The evaporation rate of chloroform (CHCl3) in air has been experimentally measured in an Arnold diffusion cell at 25°C and 1.00 atm. Over a period of 10 hr, the chloroform dropped 0.44 cm from the initial surface 7.40 cm from the top of the tube. The density of liquid chloroform is 1.485 g/cm3 and its vapor pressure at 25°C is 200 mm Hg. 1. Assuming air is an ideal gas, determine the molar concentration of air in mol/cm3. 2. Determine the mole fraction of chloroform in air at the liquid-air interface. 3. Determine the flux of chloroform through the air column in mol / (cm2 s) 4. Determine the diffusion coefficient of chloroform in air in cm2 / s.
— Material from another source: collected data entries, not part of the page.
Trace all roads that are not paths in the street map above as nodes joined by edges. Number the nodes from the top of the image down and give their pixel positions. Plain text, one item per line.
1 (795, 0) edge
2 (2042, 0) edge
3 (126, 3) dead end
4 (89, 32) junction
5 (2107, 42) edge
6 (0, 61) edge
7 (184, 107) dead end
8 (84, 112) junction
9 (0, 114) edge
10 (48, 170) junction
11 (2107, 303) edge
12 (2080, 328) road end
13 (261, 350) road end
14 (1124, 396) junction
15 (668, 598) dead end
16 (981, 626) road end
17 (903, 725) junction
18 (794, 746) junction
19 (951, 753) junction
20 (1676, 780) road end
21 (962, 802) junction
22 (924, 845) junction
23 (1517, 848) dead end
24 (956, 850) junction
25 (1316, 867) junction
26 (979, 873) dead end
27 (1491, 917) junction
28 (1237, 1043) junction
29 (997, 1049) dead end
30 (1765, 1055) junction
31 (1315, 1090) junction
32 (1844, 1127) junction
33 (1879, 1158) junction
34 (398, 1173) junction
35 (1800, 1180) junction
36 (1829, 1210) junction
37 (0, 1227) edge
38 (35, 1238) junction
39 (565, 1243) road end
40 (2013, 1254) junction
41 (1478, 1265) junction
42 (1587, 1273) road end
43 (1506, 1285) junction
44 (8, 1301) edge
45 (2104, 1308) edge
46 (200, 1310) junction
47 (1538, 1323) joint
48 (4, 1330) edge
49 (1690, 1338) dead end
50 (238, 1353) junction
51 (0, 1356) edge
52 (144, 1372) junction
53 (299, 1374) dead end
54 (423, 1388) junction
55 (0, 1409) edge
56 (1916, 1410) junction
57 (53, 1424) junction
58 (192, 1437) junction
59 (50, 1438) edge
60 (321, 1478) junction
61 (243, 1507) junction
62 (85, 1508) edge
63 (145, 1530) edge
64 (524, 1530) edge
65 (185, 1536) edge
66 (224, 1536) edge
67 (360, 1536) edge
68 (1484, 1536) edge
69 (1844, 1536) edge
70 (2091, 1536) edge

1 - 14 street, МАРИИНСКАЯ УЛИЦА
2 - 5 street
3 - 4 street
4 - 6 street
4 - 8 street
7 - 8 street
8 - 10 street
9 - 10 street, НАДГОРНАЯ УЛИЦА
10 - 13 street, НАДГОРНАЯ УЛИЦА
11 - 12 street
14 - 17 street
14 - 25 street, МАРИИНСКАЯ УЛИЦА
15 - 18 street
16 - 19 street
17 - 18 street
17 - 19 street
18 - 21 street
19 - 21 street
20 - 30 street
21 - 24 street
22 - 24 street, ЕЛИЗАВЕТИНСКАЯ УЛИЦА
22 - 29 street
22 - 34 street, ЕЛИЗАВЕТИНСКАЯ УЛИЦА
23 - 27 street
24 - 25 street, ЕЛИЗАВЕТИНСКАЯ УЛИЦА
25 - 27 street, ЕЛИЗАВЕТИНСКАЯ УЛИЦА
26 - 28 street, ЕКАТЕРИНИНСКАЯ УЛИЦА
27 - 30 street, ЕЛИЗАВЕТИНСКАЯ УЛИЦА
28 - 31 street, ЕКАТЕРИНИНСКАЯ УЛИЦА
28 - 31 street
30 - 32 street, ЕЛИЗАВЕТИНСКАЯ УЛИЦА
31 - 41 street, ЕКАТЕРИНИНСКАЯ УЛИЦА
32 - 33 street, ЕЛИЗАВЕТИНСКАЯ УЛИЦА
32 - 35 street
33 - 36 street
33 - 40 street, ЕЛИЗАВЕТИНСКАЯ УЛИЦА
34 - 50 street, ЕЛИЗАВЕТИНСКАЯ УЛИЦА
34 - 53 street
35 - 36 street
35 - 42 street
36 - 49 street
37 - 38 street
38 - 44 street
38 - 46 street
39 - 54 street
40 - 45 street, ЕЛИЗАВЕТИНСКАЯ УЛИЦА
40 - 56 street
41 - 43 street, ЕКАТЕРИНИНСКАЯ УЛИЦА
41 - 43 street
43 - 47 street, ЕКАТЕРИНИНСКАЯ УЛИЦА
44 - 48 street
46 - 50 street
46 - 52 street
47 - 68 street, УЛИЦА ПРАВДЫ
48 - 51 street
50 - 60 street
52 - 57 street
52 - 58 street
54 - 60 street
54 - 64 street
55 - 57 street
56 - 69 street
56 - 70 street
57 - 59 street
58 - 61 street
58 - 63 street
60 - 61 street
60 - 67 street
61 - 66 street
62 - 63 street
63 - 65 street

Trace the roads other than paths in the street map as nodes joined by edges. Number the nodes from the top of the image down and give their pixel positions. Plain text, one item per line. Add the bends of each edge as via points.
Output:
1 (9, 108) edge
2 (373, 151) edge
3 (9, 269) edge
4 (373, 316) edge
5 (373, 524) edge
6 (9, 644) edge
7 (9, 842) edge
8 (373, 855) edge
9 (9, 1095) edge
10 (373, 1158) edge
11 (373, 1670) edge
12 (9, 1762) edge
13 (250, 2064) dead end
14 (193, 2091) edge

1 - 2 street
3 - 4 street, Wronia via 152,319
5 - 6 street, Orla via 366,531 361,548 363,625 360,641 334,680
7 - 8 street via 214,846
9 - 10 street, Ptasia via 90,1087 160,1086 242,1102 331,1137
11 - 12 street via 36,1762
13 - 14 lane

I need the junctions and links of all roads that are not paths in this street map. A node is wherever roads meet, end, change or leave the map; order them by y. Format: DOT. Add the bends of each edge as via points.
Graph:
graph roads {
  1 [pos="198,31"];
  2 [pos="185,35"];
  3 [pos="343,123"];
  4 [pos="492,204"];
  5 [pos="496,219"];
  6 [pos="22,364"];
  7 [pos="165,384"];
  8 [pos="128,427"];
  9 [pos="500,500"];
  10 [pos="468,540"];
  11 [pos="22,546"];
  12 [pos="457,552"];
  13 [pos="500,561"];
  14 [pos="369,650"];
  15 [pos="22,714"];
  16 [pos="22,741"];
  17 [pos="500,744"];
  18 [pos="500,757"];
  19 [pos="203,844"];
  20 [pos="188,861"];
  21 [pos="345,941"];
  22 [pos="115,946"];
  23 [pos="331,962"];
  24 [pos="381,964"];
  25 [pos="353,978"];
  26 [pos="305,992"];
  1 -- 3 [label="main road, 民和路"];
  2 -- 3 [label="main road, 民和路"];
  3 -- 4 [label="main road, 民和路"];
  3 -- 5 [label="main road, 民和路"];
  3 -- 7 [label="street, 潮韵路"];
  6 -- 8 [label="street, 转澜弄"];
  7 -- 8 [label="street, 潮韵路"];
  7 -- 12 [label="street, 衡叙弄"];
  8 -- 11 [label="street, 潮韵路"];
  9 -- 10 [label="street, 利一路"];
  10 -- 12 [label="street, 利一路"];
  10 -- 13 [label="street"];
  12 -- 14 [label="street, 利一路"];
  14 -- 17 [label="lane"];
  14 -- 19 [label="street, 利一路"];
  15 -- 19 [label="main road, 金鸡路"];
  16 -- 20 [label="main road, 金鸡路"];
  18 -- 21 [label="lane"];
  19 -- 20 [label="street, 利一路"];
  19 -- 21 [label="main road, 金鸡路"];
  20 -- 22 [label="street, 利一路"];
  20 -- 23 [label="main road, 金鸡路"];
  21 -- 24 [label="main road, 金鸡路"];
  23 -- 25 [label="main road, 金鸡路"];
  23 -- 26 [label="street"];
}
1. C = 0.041 mol/L, 2. Mole Fraction = 0.2632, 3. N (A) = 9.322 x 10⁻⁵ mol/cm². s, 4. D (AB) = 5.688 x 10⁻⁵ cm²/s

Explanation:

Use the ideal gas equation

PV = nRT

Can be re4arranged as

P = nRT/V, where n/V = C

Hence

P = CRT

1. Concentration of air

C = P/RT

C = 101325 / (8.314 x 298)

C = 40.89mol/m³ = 0.041 mol/L

2. Mole Fraction of chloroform in air at the liquid - air interface

Mole fraction = vapor pressure (chloroform) / vapor pressure (total)

Mole Fraction = 200/760 = 0.2632

3. Flux of chloroform

N (A) = (D (AB) / /Z). (P (T) / RT). (P (A1) - P (A2)) / P (BM)

P (BM) = (760 - 560) / ln (760/560) = 655 mm Hg

D (AB) = RTP (BM) (Z²₁ - Z²₀) / {2PM (A) (P (A1) - P (A2)) }

D (AB) = 8.314 x 298 x 655 (0.0758² - 0.074²) / (2 x 101325 x 0.1195 x 200 x 36000)

D (AB) = 5.688 x 10⁴ = 5.688 x 10⁻⁵cm²/s (multiplying by 10⁴ to convert into cm2)

N (A) = (5.688 x 10⁻⁵) / (7.62) x (101325/8.314 x 298) x (200/655)

N (A) = 9.322 x 10⁻⁵ mol/cm². s

4. D (AB) has already been calculated in the solution of 3

D (AB) = 5.688 x 10⁻⁵ cm²/s